+++ DATA SHOWN +++
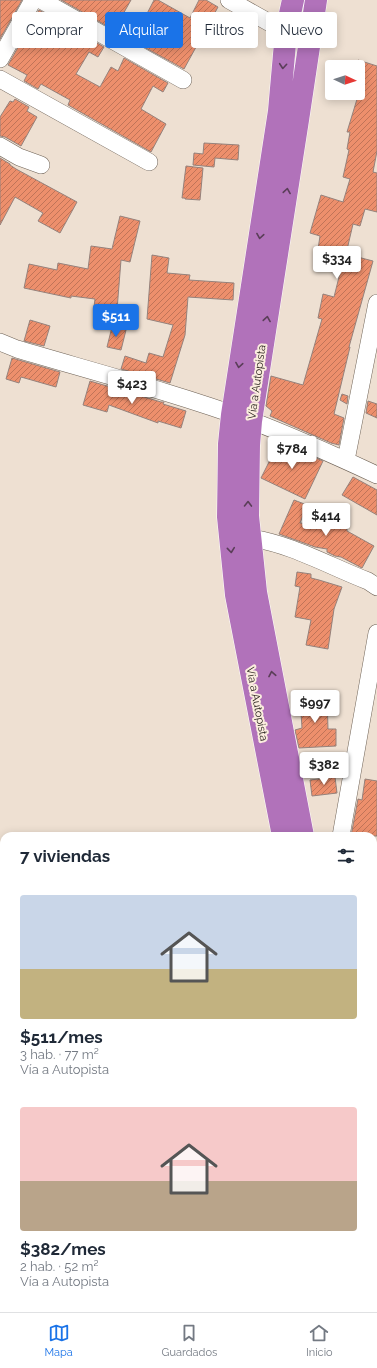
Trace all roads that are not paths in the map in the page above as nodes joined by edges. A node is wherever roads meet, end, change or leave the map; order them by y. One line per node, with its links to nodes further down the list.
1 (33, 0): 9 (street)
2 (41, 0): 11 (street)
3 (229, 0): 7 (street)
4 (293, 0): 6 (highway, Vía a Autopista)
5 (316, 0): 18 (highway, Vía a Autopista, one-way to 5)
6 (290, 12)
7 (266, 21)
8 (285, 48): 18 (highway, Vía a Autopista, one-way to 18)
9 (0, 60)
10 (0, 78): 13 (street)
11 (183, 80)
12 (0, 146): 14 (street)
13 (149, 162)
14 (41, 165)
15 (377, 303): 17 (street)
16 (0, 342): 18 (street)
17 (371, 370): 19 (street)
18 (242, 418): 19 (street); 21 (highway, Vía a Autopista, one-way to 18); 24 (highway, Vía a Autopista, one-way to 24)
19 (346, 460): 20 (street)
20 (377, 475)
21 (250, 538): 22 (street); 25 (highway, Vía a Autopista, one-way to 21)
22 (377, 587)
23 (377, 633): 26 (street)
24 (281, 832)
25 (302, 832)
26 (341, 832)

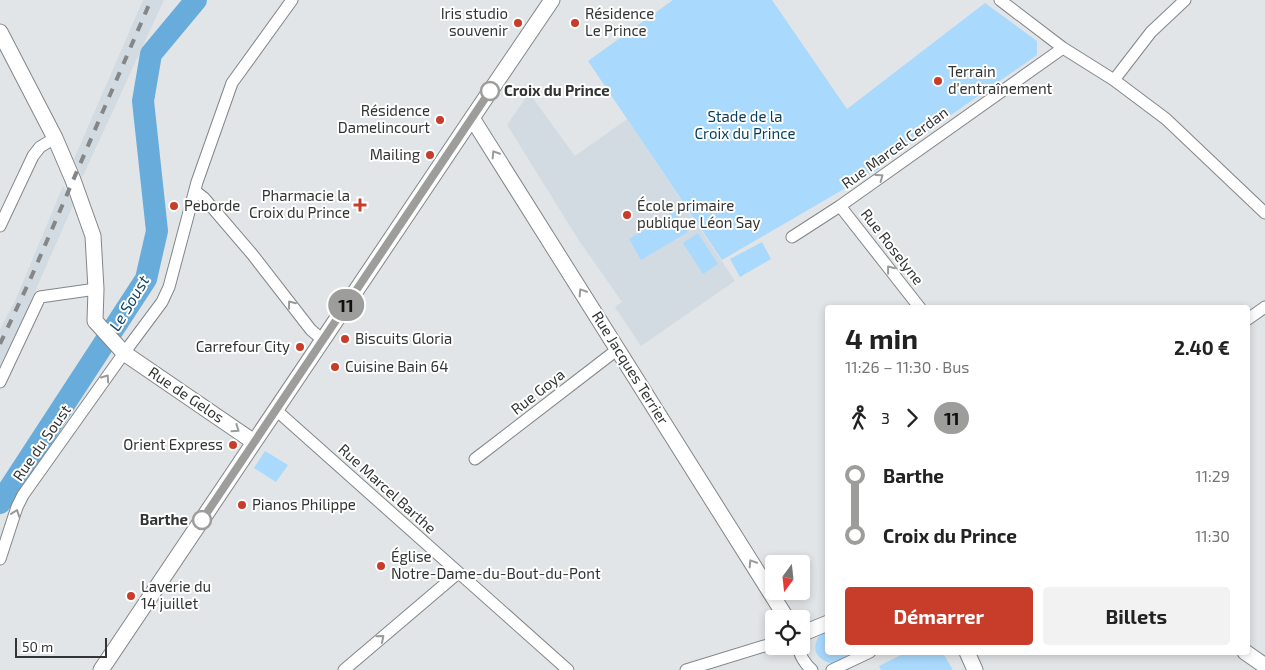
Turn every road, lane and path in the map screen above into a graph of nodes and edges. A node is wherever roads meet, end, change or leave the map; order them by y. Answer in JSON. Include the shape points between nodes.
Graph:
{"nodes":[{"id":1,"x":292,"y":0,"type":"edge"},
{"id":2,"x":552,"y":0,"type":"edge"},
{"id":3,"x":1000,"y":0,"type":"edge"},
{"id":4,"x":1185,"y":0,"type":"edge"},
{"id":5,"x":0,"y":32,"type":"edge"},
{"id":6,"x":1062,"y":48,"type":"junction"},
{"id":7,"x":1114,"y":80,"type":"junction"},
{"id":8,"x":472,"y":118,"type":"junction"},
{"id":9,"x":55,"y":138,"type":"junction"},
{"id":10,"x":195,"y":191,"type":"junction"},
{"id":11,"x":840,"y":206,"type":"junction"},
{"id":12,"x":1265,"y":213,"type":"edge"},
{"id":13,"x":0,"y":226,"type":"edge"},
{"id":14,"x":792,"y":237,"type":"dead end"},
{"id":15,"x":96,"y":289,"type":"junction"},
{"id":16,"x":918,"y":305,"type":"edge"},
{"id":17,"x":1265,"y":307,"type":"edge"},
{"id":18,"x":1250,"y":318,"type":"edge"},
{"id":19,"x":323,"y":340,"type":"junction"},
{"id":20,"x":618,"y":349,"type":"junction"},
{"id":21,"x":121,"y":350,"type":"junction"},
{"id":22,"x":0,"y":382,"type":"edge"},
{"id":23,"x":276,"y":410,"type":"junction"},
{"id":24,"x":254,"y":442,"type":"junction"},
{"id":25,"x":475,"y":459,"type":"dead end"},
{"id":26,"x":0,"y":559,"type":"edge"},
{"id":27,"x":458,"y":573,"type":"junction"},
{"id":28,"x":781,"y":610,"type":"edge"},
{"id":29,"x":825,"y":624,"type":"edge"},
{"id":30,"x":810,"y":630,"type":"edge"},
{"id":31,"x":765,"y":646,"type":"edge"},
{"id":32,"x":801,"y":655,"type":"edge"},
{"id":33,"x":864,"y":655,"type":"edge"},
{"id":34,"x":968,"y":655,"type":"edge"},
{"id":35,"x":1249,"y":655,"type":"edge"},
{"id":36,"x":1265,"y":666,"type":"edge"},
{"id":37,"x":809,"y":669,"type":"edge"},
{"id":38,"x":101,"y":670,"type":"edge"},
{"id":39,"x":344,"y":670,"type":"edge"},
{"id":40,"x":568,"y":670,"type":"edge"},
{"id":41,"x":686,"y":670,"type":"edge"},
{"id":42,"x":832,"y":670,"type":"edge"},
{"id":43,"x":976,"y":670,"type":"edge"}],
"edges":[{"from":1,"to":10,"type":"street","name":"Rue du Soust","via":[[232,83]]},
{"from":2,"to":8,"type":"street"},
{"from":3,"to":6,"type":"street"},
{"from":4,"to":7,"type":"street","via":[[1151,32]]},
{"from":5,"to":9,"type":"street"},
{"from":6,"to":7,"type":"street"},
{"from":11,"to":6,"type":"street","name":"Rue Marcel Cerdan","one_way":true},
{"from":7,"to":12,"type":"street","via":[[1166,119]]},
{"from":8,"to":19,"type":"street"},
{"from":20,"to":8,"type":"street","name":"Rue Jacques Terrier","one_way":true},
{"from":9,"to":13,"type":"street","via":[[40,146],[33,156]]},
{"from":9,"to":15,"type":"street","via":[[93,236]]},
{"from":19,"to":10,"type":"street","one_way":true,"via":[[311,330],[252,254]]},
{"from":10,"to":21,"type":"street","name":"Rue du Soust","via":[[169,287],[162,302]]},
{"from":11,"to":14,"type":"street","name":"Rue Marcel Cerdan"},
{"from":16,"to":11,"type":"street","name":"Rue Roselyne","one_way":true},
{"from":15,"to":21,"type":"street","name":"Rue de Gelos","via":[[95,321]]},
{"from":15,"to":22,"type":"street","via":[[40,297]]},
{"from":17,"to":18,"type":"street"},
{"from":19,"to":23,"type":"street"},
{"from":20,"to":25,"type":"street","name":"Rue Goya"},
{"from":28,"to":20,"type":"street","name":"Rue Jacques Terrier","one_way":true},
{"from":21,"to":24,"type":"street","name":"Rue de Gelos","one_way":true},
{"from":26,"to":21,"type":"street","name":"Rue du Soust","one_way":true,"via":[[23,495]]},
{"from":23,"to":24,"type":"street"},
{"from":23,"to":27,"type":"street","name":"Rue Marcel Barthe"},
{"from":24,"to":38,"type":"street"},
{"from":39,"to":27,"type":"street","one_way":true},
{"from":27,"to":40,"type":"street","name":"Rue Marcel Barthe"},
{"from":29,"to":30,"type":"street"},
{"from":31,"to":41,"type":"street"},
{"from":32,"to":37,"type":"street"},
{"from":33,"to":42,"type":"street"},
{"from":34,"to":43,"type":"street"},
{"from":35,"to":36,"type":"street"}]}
+++
- [DESCRIPTION OF THE TASK]
Each record is to be copied word for word, with no images carried over.

- [SOLUTION]
Trace all roads that are not paths in the map in the page above as nodes joined by edges. A node is wherever roads meet, end, change or leave the map; order them by y. One line per node, with its links to nodes further down the list.
1 (33, 0): 9 (street)
2 (41, 0): 11 (street)
3 (229, 0): 7 (street)
4 (293, 0): 6 (highway, Vía a Autopista)
5 (316, 0): 18 (highway, Vía a Autopista, one-way to 5)
6 (290, 12)
7 (266, 21)
8 (285, 48): 18 (highway, Vía a Autopista, one-way to 18)
9 (0, 60)
10 (0, 78): 13 (street)
11 (183, 80)
12 (0, 146): 14 (street)
13 (149, 162)
14 (41, 165)
15 (377, 303): 17 (street)
16 (0, 342): 18 (street)
17 (371, 370): 19 (street)
18 (242, 418): 19 (street); 21 (highway, Vía a Autopista, one-way to 18); 24 (highway, Vía a Autopista, one-way to 24)
19 (346, 460): 20 (street)
20 (377, 475)
21 (250, 538): 22 (street); 25 (highway, Vía a Autopista, one-way to 21)
22 (377, 587)
23 (377, 633): 26 (street)
24 (281, 832)
25 (302, 832)
26 (341, 832)

Turn every road, lane and path in the map screen above into a graph of nodes and edges. A node is wherever roads meet, end, change or leave the map; order them by y. Answer in JSON. Include the shape points between nodes.
Graph:
{"nodes":[{"id":1,"x":292,"y":0,"type":"edge"},
{"id":2,"x":552,"y":0,"type":"edge"},
{"id":3,"x":1000,"y":0,"type":"edge"},
{"id":4,"x":1185,"y":0,"type":"edge"},
{"id":5,"x":0,"y":32,"type":"edge"},
{"id":6,"x":1062,"y":48,"type":"junction"},
{"id":7,"x":1114,"y":80,"type":"junction"},
{"id":8,"x":472,"y":118,"type":"junction"},
{"id":9,"x":55,"y":138,"type":"junction"},
{"id":10,"x":195,"y":191,"type":"junction"},
{"id":11,"x":840,"y":206,"type":"junction"},
{"id":12,"x":1265,"y":213,"type":"edge"},
{"id":13,"x":0,"y":226,"type":"edge"},
{"id":14,"x":792,"y":237,"type":"dead end"},
{"id":15,"x":96,"y":289,"type":"junction"},
{"id":16,"x":918,"y":305,"type":"edge"},
{"id":17,"x":1265,"y":307,"type":"edge"},
{"id":18,"x":1250,"y":318,"type":"edge"},
{"id":19,"x":323,"y":340,"type":"junction"},
{"id":20,"x":618,"y":349,"type":"junction"},
{"id":21,"x":121,"y":350,"type":"junction"},
{"id":22,"x":0,"y":382,"type":"edge"},
{"id":23,"x":276,"y":410,"type":"junction"},
{"id":24,"x":254,"y":442,"type":"junction"},
{"id":25,"x":475,"y":459,"type":"dead end"},
{"id":26,"x":0,"y":559,"type":"edge"},
{"id":27,"x":458,"y":573,"type":"junction"},
{"id":28,"x":781,"y":610,"type":"edge"},
{"id":29,"x":825,"y":624,"type":"edge"},
{"id":30,"x":810,"y":630,"type":"edge"},
{"id":31,"x":765,"y":646,"type":"edge"},
{"id":32,"x":801,"y":655,"type":"edge"},
{"id":33,"x":864,"y":655,"type":"edge"},
{"id":34,"x":968,"y":655,"type":"edge"},
{"id":35,"x":1249,"y":655,"type":"edge"},
{"id":36,"x":1265,"y":666,"type":"edge"},
{"id":37,"x":809,"y":669,"type":"edge"},
{"id":38,"x":101,"y":670,"type":"edge"},
{"id":39,"x":344,"y":670,"type":"edge"},
{"id":40,"x":568,"y":670,"type":"edge"},
{"id":41,"x":686,"y":670,"type":"edge"},
{"id":42,"x":832,"y":670,"type":"edge"},
{"id":43,"x":976,"y":670,"type":"edge"}],
"edges":[{"from":1,"to":10,"type":"street","name":"Rue du Soust","via":[[232,83]]},
{"from":2,"to":8,"type":"street"},
{"from":3,"to":6,"type":"street"},
{"from":4,"to":7,"type":"street","via":[[1151,32]]},
{"from":5,"to":9,"type":"street"},
{"from":6,"to":7,"type":"street"},
{"from":11,"to":6,"type":"street","name":"Rue Marcel Cerdan","one_way":true},
{"from":7,"to":12,"type":"street","via":[[1166,119]]},
{"from":8,"to":19,"type":"street"},
{"from":20,"to":8,"type":"street","name":"Rue Jacques Terrier","one_way":true},
{"from":9,"to":13,"type":"street","via":[[40,146],[33,156]]},
{"from":9,"to":15,"type":"street","via":[[93,236]]},
{"from":19,"to":10,"type":"street","one_way":true,"via":[[311,330],[252,254]]},
{"from":10,"to":21,"type":"street","name":"Rue du Soust","via":[[169,287],[162,302]]},
{"from":11,"to":14,"type":"street","name":"Rue Marcel Cerdan"},
{"from":16,"to":11,"type":"street","name":"Rue Roselyne","one_way":true},
{"from":15,"to":21,"type":"street","name":"Rue de Gelos","via":[[95,321]]},
{"from":15,"to":22,"type":"street","via":[[40,297]]},
{"from":17,"to":18,"type":"street"},
{"from":19,"to":23,"type":"street"},
{"from":20,"to":25,"type":"street","name":"Rue Goya"},
{"from":28,"to":20,"type":"street","name":"Rue Jacques Terrier","one_way":true},
{"from":21,"to":24,"type":"street","name":"Rue de Gelos","one_way":true},
{"from":26,"to":21,"type":"street","name":"Rue du Soust","one_way":true,"via":[[23,495]]},
{"from":23,"to":24,"type":"street"},
{"from":23,"to":27,"type":"street","name":"Rue Marcel Barthe"},
{"from":24,"to":38,"type":"street"},
{"from":39,"to":27,"type":"street","one_way":true},
{"from":27,"to":40,"type":"street","name":"Rue Marcel Barthe"},
{"from":29,"to":30,"type":"street"},
{"from":31,"to":41,"type":"street"},
{"from":32,"to":37,"type":"street"},
{"from":33,"to":42,"type":"street"},
{"from":34,"to":43,"type":"street"},
{"from":35,"to":36,"type":"street"}]}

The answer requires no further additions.